• _ACTIVITY_
The answer is one number: how many lines in the data below hold "space".

• _RECORDED INFORMATION_
^^^^
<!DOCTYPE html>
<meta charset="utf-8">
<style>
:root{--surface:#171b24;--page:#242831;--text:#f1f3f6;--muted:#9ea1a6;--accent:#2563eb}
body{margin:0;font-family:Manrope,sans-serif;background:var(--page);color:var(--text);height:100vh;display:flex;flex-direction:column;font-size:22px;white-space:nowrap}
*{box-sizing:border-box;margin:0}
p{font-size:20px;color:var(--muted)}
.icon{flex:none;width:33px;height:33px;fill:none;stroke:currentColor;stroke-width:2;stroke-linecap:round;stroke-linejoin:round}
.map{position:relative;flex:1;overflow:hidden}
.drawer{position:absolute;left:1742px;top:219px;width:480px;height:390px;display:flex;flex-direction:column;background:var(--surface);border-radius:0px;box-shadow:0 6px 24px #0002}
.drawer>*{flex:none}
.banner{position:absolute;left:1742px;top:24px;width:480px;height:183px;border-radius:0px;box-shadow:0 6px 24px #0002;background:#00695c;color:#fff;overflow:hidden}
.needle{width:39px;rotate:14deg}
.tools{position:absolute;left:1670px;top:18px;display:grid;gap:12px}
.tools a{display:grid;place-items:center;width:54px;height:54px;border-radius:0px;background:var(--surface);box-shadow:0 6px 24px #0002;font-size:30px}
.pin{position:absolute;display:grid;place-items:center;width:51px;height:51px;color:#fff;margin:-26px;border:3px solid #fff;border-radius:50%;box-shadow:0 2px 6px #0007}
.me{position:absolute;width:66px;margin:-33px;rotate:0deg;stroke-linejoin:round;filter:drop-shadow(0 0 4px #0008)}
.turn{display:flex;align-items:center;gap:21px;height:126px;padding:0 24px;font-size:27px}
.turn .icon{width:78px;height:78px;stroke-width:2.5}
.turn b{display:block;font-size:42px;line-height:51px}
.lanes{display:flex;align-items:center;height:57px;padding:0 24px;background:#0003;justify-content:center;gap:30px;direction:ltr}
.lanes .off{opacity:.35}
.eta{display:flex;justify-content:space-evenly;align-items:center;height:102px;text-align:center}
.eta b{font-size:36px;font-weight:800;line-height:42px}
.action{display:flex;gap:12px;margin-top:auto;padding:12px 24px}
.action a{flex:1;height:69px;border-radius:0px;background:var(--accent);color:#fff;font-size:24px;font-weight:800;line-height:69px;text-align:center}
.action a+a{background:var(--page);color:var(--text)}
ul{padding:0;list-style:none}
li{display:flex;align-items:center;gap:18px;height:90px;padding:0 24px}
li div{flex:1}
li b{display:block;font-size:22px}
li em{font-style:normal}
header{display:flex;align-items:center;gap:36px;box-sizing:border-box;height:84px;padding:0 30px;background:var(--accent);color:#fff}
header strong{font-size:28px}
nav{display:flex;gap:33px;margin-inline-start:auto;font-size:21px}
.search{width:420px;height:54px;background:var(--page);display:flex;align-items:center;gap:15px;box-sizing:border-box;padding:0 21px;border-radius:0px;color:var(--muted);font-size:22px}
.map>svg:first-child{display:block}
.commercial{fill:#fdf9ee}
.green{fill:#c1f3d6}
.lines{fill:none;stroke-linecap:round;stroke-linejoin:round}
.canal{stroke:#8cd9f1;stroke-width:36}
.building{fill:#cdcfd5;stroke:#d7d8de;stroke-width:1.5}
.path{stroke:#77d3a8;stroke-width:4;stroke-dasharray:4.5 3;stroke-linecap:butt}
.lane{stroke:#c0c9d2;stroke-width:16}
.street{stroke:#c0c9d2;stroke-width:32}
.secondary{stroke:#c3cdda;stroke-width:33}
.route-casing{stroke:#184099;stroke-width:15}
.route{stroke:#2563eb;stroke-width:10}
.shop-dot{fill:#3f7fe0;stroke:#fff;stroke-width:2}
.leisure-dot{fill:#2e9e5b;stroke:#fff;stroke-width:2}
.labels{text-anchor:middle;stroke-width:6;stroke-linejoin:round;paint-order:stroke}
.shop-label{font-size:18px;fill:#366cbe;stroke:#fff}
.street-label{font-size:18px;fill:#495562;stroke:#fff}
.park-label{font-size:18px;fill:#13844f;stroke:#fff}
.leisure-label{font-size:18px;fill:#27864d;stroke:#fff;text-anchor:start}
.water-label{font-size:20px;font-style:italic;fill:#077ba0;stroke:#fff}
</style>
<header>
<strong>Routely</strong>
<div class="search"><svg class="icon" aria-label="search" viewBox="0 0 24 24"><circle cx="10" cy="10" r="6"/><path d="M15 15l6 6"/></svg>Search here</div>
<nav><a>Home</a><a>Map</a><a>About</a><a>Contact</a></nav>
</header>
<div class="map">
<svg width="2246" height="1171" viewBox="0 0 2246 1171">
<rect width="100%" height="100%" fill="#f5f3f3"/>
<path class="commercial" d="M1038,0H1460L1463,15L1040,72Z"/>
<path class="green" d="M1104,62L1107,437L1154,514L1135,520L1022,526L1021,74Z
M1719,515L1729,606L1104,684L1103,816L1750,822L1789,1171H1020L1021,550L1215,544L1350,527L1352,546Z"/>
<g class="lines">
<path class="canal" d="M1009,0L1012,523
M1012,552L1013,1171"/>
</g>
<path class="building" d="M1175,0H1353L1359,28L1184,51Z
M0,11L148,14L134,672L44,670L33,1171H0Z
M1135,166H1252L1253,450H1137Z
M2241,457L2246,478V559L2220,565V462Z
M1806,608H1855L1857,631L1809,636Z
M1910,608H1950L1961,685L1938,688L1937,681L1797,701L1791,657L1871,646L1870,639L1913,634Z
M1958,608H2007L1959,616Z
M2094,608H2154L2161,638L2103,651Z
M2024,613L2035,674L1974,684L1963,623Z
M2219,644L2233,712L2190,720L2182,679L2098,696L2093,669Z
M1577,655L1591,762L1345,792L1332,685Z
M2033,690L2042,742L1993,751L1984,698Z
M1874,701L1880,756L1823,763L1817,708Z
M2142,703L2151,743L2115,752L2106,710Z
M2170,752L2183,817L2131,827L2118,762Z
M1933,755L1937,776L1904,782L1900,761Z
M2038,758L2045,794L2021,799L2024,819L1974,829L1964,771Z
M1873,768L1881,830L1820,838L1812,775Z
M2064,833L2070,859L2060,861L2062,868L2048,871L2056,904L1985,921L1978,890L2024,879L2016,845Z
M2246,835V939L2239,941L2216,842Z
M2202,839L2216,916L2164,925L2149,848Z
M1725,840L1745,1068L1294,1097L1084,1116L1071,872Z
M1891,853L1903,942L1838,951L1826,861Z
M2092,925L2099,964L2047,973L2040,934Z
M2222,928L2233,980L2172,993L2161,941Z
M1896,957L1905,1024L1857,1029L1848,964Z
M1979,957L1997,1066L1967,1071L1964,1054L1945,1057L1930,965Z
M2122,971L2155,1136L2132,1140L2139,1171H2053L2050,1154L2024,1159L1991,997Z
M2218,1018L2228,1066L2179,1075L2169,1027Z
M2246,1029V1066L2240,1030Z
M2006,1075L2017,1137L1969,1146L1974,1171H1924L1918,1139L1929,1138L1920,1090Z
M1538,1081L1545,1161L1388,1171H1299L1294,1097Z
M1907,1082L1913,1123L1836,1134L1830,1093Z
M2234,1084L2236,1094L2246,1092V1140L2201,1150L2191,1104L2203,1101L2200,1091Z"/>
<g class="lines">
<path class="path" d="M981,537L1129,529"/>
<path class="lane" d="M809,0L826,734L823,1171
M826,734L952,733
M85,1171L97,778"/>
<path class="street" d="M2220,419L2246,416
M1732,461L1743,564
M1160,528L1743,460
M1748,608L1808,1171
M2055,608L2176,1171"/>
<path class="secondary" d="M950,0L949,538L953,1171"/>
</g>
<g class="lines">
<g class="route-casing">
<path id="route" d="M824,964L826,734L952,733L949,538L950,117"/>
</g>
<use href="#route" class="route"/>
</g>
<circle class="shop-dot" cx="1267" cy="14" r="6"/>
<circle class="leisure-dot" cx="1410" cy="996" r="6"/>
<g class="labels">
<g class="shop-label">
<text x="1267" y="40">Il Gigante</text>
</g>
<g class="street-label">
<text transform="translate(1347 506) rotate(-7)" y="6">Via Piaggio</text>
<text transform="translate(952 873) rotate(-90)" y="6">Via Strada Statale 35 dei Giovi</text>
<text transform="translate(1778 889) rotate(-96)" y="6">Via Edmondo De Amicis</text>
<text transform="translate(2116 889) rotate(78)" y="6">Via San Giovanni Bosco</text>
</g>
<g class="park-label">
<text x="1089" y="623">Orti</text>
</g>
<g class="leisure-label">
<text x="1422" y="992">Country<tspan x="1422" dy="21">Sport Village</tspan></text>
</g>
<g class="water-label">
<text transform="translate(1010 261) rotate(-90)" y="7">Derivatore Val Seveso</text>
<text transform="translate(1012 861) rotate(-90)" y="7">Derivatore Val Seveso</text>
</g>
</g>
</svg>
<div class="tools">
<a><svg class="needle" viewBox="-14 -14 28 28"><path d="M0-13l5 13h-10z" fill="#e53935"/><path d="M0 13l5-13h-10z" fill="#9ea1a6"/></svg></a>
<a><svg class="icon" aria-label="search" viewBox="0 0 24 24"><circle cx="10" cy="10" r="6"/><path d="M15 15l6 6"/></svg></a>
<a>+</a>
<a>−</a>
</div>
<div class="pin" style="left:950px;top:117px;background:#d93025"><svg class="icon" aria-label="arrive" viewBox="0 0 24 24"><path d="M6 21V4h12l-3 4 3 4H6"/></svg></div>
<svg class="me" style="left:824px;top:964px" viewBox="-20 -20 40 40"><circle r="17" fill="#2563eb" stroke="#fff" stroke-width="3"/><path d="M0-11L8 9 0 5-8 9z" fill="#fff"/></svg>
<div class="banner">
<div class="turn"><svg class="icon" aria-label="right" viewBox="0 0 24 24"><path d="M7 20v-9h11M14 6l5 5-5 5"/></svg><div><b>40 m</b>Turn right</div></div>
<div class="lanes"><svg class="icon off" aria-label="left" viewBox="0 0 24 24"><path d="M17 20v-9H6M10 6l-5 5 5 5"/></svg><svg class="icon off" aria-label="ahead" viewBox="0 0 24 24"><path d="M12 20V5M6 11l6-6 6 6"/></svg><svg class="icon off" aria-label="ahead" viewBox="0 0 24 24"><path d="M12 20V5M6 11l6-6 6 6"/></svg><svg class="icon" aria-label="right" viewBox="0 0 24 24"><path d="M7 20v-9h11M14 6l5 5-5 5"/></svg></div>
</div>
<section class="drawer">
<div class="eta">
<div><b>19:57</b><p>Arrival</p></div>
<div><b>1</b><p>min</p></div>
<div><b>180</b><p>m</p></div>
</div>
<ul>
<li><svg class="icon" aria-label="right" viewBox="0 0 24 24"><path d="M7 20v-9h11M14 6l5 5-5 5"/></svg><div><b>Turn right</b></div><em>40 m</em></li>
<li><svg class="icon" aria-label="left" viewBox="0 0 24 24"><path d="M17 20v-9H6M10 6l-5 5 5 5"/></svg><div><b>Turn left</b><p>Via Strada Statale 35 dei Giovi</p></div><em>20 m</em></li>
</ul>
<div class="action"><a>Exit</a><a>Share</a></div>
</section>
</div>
^^^^
• _EXERCISE RESPONSE_
2